Transexualidad subvencionada, homosexualidad castigada: el doble rasero legal iraní
¿Cómo se explica que un país castigue la práctica homosexual y, al mismo tiempo, pague de su bolsillo la cirugía de cambio de sexo? La respuesta está en la jurisprudencia chií iraní, que separa de manera tajante identidad de género y orientación sexual. No es una rareza teórica: Irán permite e incluso subvenciona las operaciones de afirmación de género mientras las relaciones entre personas del mismo sexo cargan con penas severas.

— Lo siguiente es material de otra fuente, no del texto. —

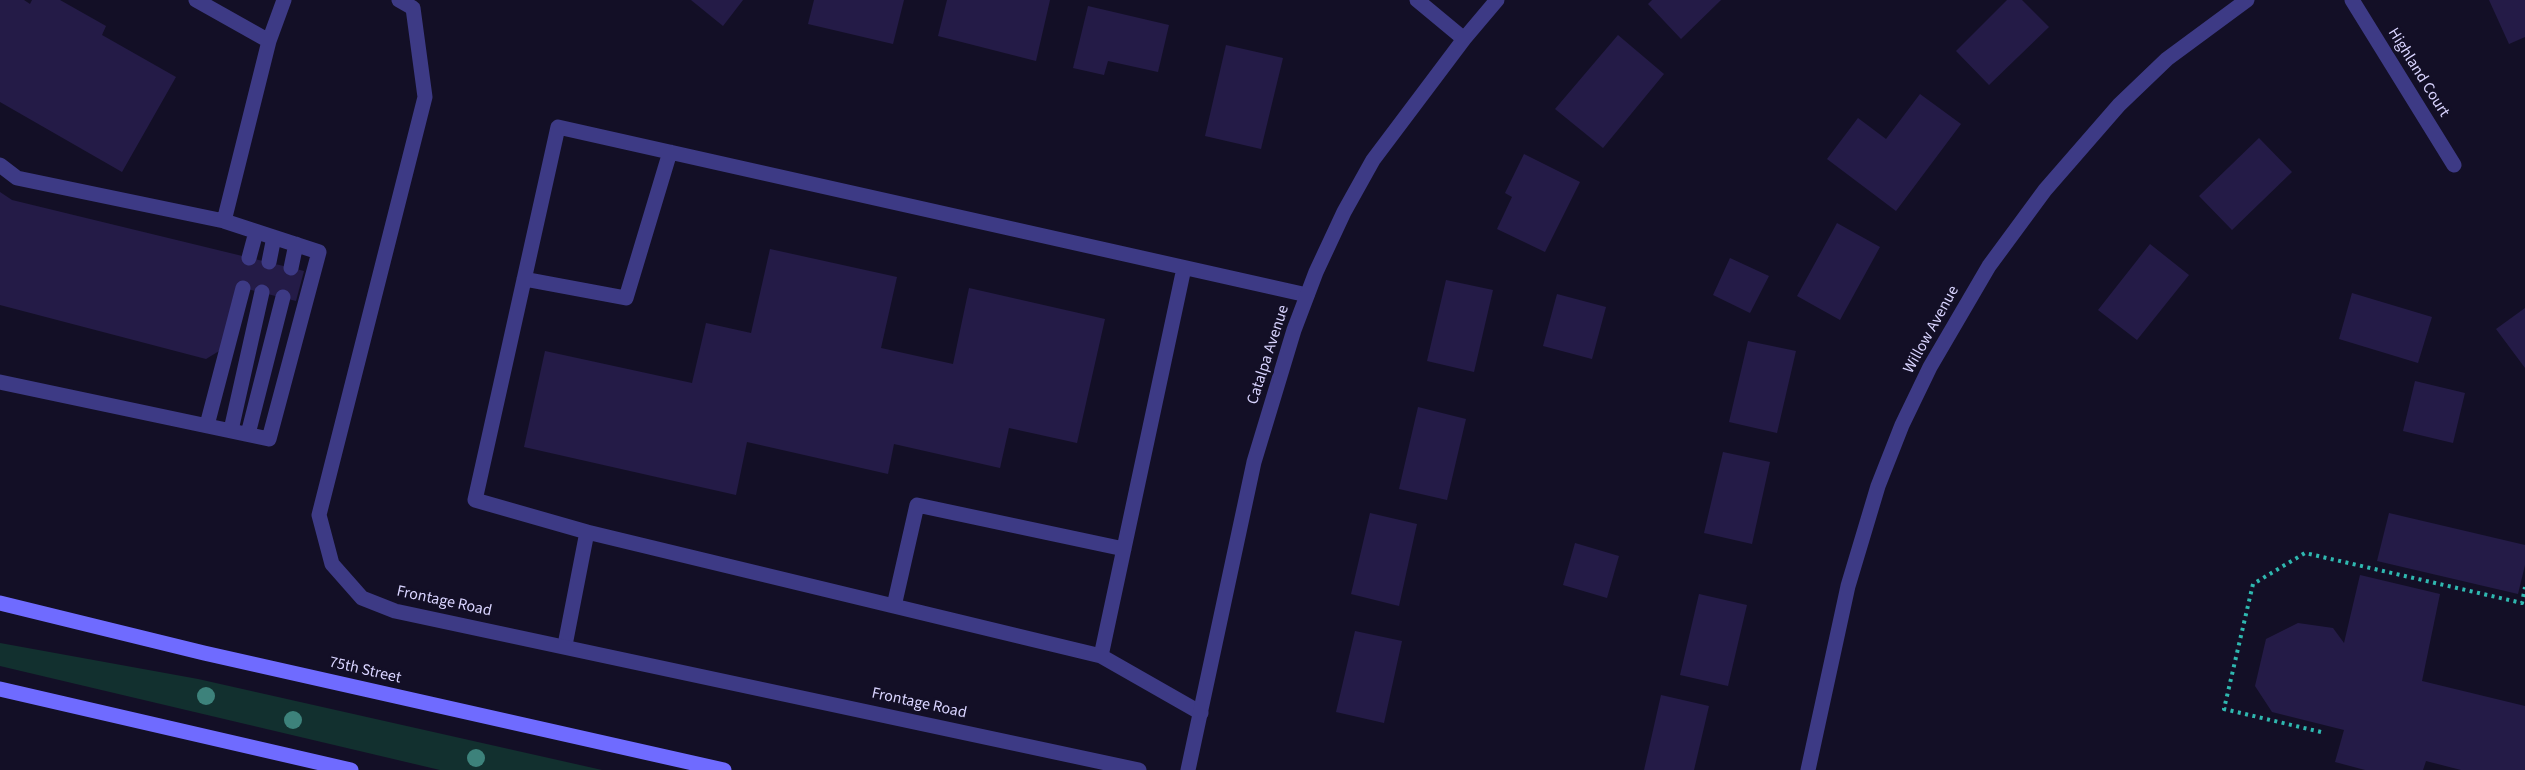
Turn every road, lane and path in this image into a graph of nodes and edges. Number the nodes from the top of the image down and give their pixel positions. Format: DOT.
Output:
graph roads {
  1 [pos="196,0"];
  2 [pos="284,0"];
  3 [pos="399,0"];
  4 [pos="1417,0"];
  5 [pos="1497,0"];
  6 [pos="2247,0"];
  7 [pos="2352,0"];
  8 [pos="1464,39"];
  9 [pos="269,41"];
  10 [pos="670,153"];
  11 [pos="0,165"];
  12 [pos="2454,165"];
  13 [pos="224,221"];
  14 [pos="256,232"];
  15 [pos="274,237"];
  16 [pos="296,244"];
  17 [pos="249,258"];
  18 [pos="269,262"];
  19 [pos="291,268"];
  20 [pos="1184,268"];
  21 [pos="524,279"];
  22 [pos="243,288"];
  23 [pos="262,292"];
  24 [pos="1307,295"];
  25 [pos="283,297"];
  26 [pos="0,382"];
  27 [pos="207,425"];
  28 [pos="231,430"];
  29 [pos="248,434"];
  30 [pos="587,532"];
  31 [pos="1124,549"];
  32 [pos="2525,587"];
  33 [pos="0,603"];
  34 [pos="894,606"];
  35 [pos="565,645"];
  36 [pos="1101,656"];
  37 [pos="0,689"];
  38 [pos="1201,713"];
  39 [pos="2321,732"];
  40 [pos="351,770"];
  41 [pos="724,770"];
  42 [pos="1139,770"];
  43 [pos="1188,770"];
  44 [pos="1808,770"];
  1 -- 9 [label="street"];
  2 -- 9 [label="street"];
  3 -- 35 [label="street, Frontage Road"];
  4 -- 8 [label="street"];
  5 -- 8 [label="street, Catalpa Avenue"];
  6 -- 44 [label="street, Willow Avenue"];
  7 -- 12 [label="street, Highland Court"];
  8 -- 24 [label="street, Catalpa Avenue"];
  9 -- 13 [label="street"];
  10 -- 20 [label="street"];
  10 -- 21 [label="street"];
  10 -- 21 [label="street"];
  11 -- 13 [label="street"];
  13 -- 14 [label="street"];
  14 -- 15 [label="street"];
  14 -- 17 [label="street"];
  15 -- 16 [label="street"];
  15 -- 18 [label="street"];
  16 -- 19 [label="street"];
  16 -- 29 [label="street"];
  20 -- 24 [label="street"];
  20 -- 31 [label="street"];
  21 -- 30 [label="street"];
  22 -- 27 [label="street"];
  23 -- 28 [label="street"];
  24 -- 38 [label="street, Catalpa Avenue"];
  25 -- 29 [label="street"];
  26 -- 27 [label="street"];
  27 -- 28 [label="street"];
  28 -- 29 [label="street"];
  30 -- 34 [label="street"];
  30 -- 35 [label="street"];
  31 -- 34 [label="street"];
  31 -- 36 [label="street"];
  32 -- 39 [label="path"];
  33 -- 41 [label="main road, 75th Street"];
  34 -- 36 [label="street"];
  35 -- 42 [label="street, Frontage Road"];
  36 -- 38 [label="street"];
  37 -- 40 [label="main road"];
  38 -- 43 [label="street, Catalpa Avenue"];
}
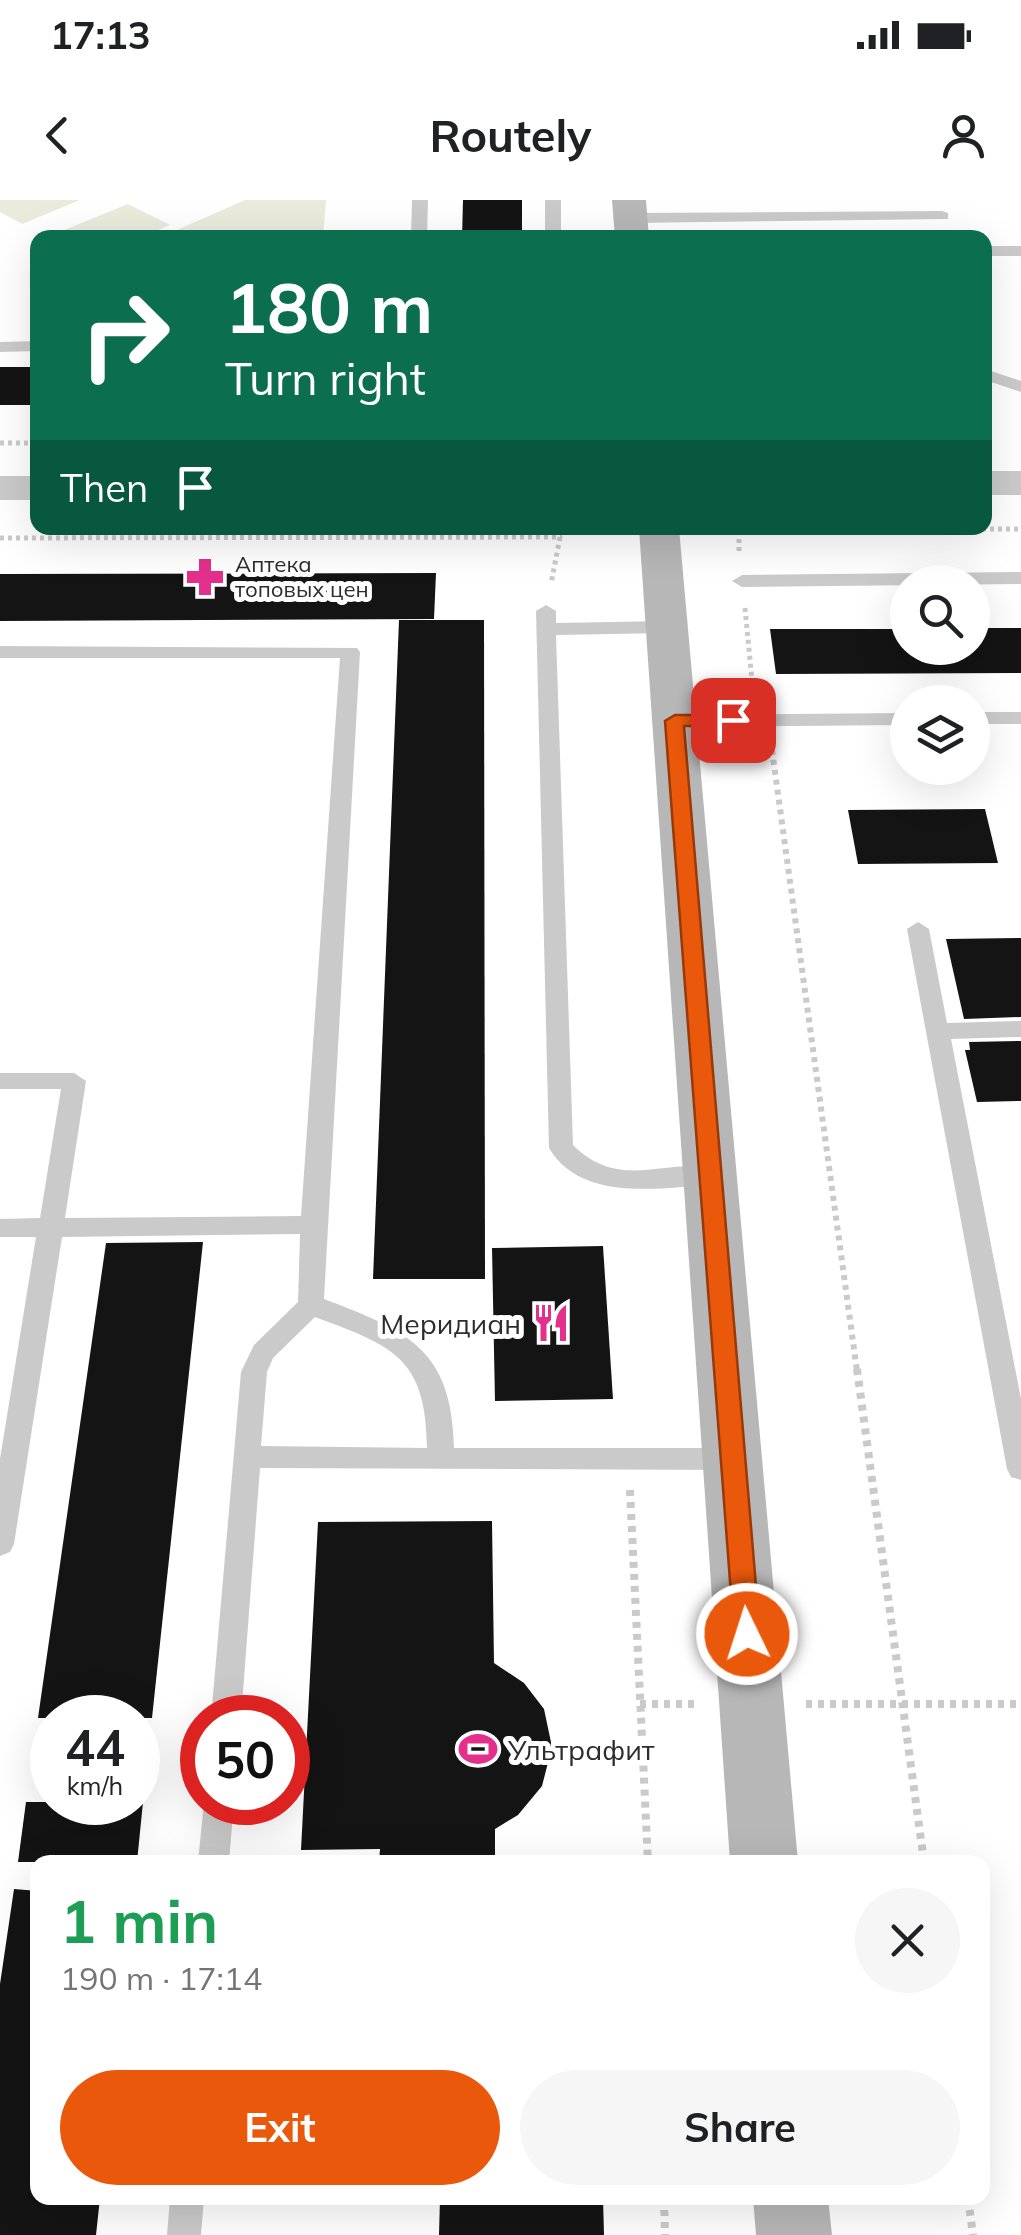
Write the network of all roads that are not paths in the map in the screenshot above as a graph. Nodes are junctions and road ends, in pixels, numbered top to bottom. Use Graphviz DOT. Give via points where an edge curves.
graph roads {
  1 [pos="420,200"];
  2 [pos="552,200"];
  3 [pos="940,208"];
  4 [pos="793,211"];
  5 [pos="630,218"];
  6 [pos="419,230"];
  7 [pos="554,230"];
  8 [pos="992,251"];
  9 [pos="1021,251"];
  10 [pos="30,346"];
  11 [pos="0,347"];
  12 [pos="992,376"];
  13 [pos="1021,386"];
  14 [pos="992,483"];
  15 [pos="1021,483"];
  16 [pos="0,488"];
  17 [pos="30,488"];
  18 [pos="660,535"];
  19 [pos="1021,578"];
  20 [pos="742,581"];
  21 [pos="667,627"];
  22 [pos="0,652"];
  23 [pos="990,718"];
  24 [pos="1021,718"];
  25 [pos="890,719"];
  26 [pos="675,721"];
  27 [pos="918,928"];
  28 [pos="1021,1029"];
  29 [pos="938,1031"];
  30 [pos="0,1081"];
  31 [pos="711,1176"];
  32 [pos="312,1225"];
  33 [pos="51,1226"];
  34 [pos="0,1228"];
  35 [pos="311,1305"];
  36 [pos="246,1457"];
  37 [pos="441,1459"];
  38 [pos="734,1459"];
  39 [pos="1021,1469"];
  40 [pos="0,1544"];
  41 [pos="228,1695"];
  42 [pos="217,1825"];
  43 [pos="215,1855"];
  44 [pos="763,1855"];
  45 [pos="186,2205"];
  46 [pos="792,2205"];
  47 [pos="184,2235"];
  48 [pos="794,2235"];
  1 -- 6 [label="lane"];
  2 -- 7 [label="lane"];
  3 -- 4 [label="lane"];
  4 -- 5 [label="lane"];
  8 -- 9 [label="lane"];
  10 -- 11 [label="lane"];
  12 -- 13 [label="lane"];
  14 -- 15 [label="street"];
  16 -- 17 [label="street"];
  18 -- 21 [label="main road"];
  19 -- 20 [label="lane"];
  21 -- 26 [label="main road"];
  21 -- 31 [label="lane" via="546,620 561,1148 593,1174"];
  22 -- 32 [label="lane" via="350,652"];
  23 -- 24 [label="lane"];
  25 -- 26 [label="lane"];
  26 -- 31 [label="main road"];
  27 -- 29 [label="lane"];
  28 -- 29 [label="lane"];
  29 -- 39 [label="lane"];
  30 -- 33 [label="lane" via="74,1080"];
  31 -- 38 [label="main road"];
  32 -- 33 [label="lane"];
  32 -- 35 [label="lane"];
  33 -- 34 [label="lane"];
  33 -- 40 [label="lane"];
  35 -- 36 [label="lane" via="264,1352 254,1372"];
  35 -- 37 [label="lane" via="396,1338 423,1366 438,1401"];
  36 -- 37 [label="lane"];
  36 -- 41 [label="lane"];
  37 -- 38 [label="lane"];
  38 -- 44 [label="main road"];
  42 -- 43 [label="lane"];
  45 -- 47 [label="lane"];
  46 -- 48 [label="main road"];
}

La teología que hace posible la paradoja
La clave está en el vacío normativo. Ni el Corán ni los hadices contienen una referencia clara al fenómeno trans contemporáneo, según señala la literatura académica. De ahí se deduce que una persona que transiciona a otro sexo deja de ser homosexual: su relación con alguien del sexo contrario, después del reconocimiento legal, se considera heterosexual. La homosexualidad, en cambio, es ilícita y castigada.
El Estado que paga la transición y persigue el deseo
La consecuencia es un doble rasero con coste presupuestario. El Estado iraní asume la factura de la reasignación de género como un mecanismo para resolver lo que considera un desorden, mientras la práctica homosexual sigue tipificada como delito. Algunas lecturas subrayan que la penalización ha golpeado tradicionalmente al rol pasivo, y que la transición permite al interesado acogerse a una condición heterosexual reconocible.
Al final la paradoja se disuelve: el régimen no castiga el deseo, castiga el desorden. Y como el orden se puede renegociar, el ciudadano encuentra en el quirófano una salida que el código penal le niega. Curiosa forma de resolver la contradicción: pagando para que desaparezca.